§ What is being asked: Would you please set down the entries below exactly as shown?

---------- Available data

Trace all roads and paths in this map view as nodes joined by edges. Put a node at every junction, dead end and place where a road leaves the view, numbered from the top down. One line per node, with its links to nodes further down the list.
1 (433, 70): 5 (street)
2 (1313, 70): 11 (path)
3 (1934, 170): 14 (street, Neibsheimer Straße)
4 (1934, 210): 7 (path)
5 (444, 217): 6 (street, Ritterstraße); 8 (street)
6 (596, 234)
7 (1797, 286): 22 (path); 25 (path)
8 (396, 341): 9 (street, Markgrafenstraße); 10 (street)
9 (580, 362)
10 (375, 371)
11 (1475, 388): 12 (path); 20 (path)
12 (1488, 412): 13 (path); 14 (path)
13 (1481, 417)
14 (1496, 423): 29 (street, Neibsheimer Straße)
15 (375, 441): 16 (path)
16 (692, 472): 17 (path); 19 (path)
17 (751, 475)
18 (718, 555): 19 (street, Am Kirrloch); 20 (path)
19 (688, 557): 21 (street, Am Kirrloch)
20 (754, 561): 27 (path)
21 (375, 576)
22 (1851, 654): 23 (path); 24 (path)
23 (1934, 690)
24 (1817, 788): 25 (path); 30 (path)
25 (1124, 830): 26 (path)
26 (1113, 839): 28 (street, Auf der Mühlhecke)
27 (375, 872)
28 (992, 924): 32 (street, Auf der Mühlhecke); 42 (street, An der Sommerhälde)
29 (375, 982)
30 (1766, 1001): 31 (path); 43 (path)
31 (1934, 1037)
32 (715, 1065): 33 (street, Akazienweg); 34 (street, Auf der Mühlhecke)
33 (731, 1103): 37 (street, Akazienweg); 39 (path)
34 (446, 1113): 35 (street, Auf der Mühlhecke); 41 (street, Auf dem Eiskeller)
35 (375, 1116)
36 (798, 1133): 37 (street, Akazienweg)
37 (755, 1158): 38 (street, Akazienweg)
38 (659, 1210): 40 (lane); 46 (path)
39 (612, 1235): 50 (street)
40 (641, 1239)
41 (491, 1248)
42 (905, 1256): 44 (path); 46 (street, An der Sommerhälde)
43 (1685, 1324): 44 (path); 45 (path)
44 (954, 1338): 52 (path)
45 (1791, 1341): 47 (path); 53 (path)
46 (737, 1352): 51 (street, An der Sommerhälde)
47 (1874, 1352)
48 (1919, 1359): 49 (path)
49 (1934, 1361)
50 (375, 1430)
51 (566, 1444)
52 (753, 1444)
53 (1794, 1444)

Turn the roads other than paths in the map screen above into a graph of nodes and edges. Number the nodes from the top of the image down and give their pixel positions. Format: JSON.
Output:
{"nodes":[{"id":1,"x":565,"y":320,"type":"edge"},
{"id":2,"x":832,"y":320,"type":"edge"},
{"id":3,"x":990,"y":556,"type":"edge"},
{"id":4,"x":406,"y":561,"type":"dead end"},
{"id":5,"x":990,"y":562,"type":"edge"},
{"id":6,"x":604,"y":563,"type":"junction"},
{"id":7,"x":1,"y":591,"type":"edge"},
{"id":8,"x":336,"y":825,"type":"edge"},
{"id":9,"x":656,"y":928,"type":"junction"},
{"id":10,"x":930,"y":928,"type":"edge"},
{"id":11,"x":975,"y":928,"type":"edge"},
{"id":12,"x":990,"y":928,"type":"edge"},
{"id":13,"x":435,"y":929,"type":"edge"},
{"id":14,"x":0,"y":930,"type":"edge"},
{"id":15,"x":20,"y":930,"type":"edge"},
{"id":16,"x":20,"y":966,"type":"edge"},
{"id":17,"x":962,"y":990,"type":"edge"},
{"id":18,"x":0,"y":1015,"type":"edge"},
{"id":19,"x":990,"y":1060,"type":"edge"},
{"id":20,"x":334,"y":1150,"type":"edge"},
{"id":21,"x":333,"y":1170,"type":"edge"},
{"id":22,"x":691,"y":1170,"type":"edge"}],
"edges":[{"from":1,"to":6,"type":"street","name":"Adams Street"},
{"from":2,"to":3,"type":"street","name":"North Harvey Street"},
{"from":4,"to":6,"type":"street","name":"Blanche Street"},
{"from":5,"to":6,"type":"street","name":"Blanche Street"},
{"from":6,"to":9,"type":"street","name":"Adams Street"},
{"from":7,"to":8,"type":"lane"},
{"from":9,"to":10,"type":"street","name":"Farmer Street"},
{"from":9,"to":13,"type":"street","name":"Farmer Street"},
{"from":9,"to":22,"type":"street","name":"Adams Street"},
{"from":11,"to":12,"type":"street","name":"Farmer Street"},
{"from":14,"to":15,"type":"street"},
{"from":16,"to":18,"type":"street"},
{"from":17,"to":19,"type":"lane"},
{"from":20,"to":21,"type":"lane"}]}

--------------------

§ Answer below:
Trace all roads and paths in this map view as nodes joined by edges. Put a node at every junction, dead end and place where a road leaves the view, numbered from the top down. One line per node, with its links to nodes further down the list.
1 (433, 70): 5 (street)
2 (1313, 70): 11 (path)
3 (1934, 170): 14 (street, Neibsheimer Straße)
4 (1934, 210): 7 (path)
5 (444, 217): 6 (street, Ritterstraße); 8 (street)
6 (596, 234)
7 (1797, 286): 22 (path); 25 (path)
8 (396, 341): 9 (street, Markgrafenstraße); 10 (street)
9 (580, 362)
10 (375, 371)
11 (1475, 388): 12 (path); 20 (path)
12 (1488, 412): 13 (path); 14 (path)
13 (1481, 417)
14 (1496, 423): 29 (street, Neibsheimer Straße)
15 (375, 441): 16 (path)
16 (692, 472): 17 (path); 19 (path)
17 (751, 475)
18 (718, 555): 19 (street, Am Kirrloch); 20 (path)
19 (688, 557): 21 (street, Am Kirrloch)
20 (754, 561): 27 (path)
21 (375, 576)
22 (1851, 654): 23 (path); 24 (path)
23 (1934, 690)
24 (1817, 788): 25 (path); 30 (path)
25 (1124, 830): 26 (path)
26 (1113, 839): 28 (street, Auf der Mühlhecke)
27 (375, 872)
28 (992, 924): 32 (street, Auf der Mühlhecke); 42 (street, An der Sommerhälde)
29 (375, 982)
30 (1766, 1001): 31 (path); 43 (path)
31 (1934, 1037)
32 (715, 1065): 33 (street, Akazienweg); 34 (street, Auf der Mühlhecke)
33 (731, 1103): 37 (street, Akazienweg); 39 (path)
34 (446, 1113): 35 (street, Auf der Mühlhecke); 41 (street, Auf dem Eiskeller)
35 (375, 1116)
36 (798, 1133): 37 (street, Akazienweg)
37 (755, 1158): 38 (street, Akazienweg)
38 (659, 1210): 40 (lane); 46 (path)
39 (612, 1235): 50 (street)
40 (641, 1239)
41 (491, 1248)
42 (905, 1256): 44 (path); 46 (street, An der Sommerhälde)
43 (1685, 1324): 44 (path); 45 (path)
44 (954, 1338): 52 (path)
45 (1791, 1341): 47 (path); 53 (path)
46 (737, 1352): 51 (street, An der Sommerhälde)
47 (1874, 1352)
48 (1919, 1359): 49 (path)
49 (1934, 1361)
50 (375, 1430)
51 (566, 1444)
52 (753, 1444)
53 (1794, 1444)

Turn the roads other than paths in the map screen above into a graph of nodes and edges. Number the nodes from the top of the image down and give their pixel positions. Format: JSON.
Output:
{"nodes":[{"id":1,"x":565,"y":320,"type":"edge"},
{"id":2,"x":832,"y":320,"type":"edge"},
{"id":3,"x":990,"y":556,"type":"edge"},
{"id":4,"x":406,"y":561,"type":"dead end"},
{"id":5,"x":990,"y":562,"type":"edge"},
{"id":6,"x":604,"y":563,"type":"junction"},
{"id":7,"x":1,"y":591,"type":"edge"},
{"id":8,"x":336,"y":825,"type":"edge"},
{"id":9,"x":656,"y":928,"type":"junction"},
{"id":10,"x":930,"y":928,"type":"edge"},
{"id":11,"x":975,"y":928,"type":"edge"},
{"id":12,"x":990,"y":928,"type":"edge"},
{"id":13,"x":435,"y":929,"type":"edge"},
{"id":14,"x":0,"y":930,"type":"edge"},
{"id":15,"x":20,"y":930,"type":"edge"},
{"id":16,"x":20,"y":966,"type":"edge"},
{"id":17,"x":962,"y":990,"type":"edge"},
{"id":18,"x":0,"y":1015,"type":"edge"},
{"id":19,"x":990,"y":1060,"type":"edge"},
{"id":20,"x":334,"y":1150,"type":"edge"},
{"id":21,"x":333,"y":1170,"type":"edge"},
{"id":22,"x":691,"y":1170,"type":"edge"}],
"edges":[{"from":1,"to":6,"type":"street","name":"Adams Street"},
{"from":2,"to":3,"type":"street","name":"North Harvey Street"},
{"from":4,"to":6,"type":"street","name":"Blanche Street"},
{"from":5,"to":6,"type":"street","name":"Blanche Street"},
{"from":6,"to":9,"type":"street","name":"Adams Street"},
{"from":7,"to":8,"type":"lane"},
{"from":9,"to":10,"type":"street","name":"Farmer Street"},
{"from":9,"to":13,"type":"street","name":"Farmer Street"},
{"from":9,"to":22,"type":"street","name":"Adams Street"},
{"from":11,"to":12,"type":"street","name":"Farmer Street"},
{"from":14,"to":15,"type":"street"},
{"from":16,"to":18,"type":"street"},
{"from":17,"to":19,"type":"lane"},
{"from":20,"to":21,"type":"lane"}]}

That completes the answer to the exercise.